Aldosterone biosynthesis and cytochrome P-450 11β: evidence for two different forms of the enzyme in rats

Abstract

Whereas cytochrome P-450 11β has been recently shown to catalyze the two-step conversion of corticosterone to aldosterone in the bovine and porcine adrenal cortex, the identity of the enzyme involved in the two final steps of aldosterone biosynthesis in the rat adrenal cortex is as yet unknown. Mitochondria from capsular adrenals of sodium-deficient, potassium-replete rats converted corticosterone to 18-hydroxycorticosterone and aldosterone at markedly higher rates than mitochondria from capsular adrenals of sodium-replete, potassium-deficient rats.
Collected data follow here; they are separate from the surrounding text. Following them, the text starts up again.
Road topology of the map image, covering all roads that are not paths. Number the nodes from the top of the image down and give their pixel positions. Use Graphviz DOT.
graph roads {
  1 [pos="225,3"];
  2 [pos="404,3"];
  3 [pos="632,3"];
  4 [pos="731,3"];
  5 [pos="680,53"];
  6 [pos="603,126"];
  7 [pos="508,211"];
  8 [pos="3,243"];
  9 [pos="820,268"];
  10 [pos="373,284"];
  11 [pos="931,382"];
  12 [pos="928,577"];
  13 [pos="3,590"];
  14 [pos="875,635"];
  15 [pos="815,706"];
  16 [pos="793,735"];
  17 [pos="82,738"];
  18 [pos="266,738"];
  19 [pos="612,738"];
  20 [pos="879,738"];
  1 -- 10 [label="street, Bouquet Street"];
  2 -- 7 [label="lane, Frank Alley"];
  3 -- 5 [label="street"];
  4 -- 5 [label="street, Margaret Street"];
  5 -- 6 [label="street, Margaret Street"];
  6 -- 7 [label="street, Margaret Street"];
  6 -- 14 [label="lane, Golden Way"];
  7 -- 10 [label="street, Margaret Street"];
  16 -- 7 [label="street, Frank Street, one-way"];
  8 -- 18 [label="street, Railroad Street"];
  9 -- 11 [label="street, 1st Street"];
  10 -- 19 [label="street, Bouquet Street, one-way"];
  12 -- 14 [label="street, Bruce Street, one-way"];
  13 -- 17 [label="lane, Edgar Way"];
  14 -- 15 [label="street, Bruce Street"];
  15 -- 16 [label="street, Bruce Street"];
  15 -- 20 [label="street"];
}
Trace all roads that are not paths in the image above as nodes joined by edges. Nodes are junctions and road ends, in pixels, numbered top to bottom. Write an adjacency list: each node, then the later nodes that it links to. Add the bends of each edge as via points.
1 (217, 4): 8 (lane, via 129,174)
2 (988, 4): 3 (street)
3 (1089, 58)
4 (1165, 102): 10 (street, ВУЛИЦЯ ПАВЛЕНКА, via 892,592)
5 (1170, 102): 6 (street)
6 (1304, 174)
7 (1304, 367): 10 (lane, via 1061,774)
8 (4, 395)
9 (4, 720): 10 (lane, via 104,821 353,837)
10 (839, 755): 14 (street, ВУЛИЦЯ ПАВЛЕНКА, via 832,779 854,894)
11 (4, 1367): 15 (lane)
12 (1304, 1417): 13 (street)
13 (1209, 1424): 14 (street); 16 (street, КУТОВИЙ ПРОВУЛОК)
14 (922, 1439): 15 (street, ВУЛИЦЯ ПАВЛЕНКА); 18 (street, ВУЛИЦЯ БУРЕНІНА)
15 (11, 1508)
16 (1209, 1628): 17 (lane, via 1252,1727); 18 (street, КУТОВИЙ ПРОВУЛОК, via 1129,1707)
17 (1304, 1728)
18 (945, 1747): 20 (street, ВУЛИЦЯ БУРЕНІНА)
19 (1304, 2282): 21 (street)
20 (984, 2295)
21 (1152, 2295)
However, the same preparations exhibited no difference in the 11β-hydroxylase activity, i.e. the conversion of deoxycorticosterone to corticosterone. Only mitochondria of zona glomerulosa from rats with stimulated aldosterone biosynthesis contained a 49K. protein which showed a strong cross-reactivity with a monoclonal antibody raised against purified bovine cytochrome P-450 11β. By contrast, a crossreactive protein with a molecular weight of 51K was found in mitochondria of zona fasciculata and in mitochondria of zona glomerulosa from rats with a suppressed aldosterone biosynthesis. These findings indicate the existence of two different forms of cytochrome P-450 11β in the rat adrenal cortex, with only one of them, i.e. the 49K form, being capable of catalyzing the two final steps of aldosterone biosynthesis in situ.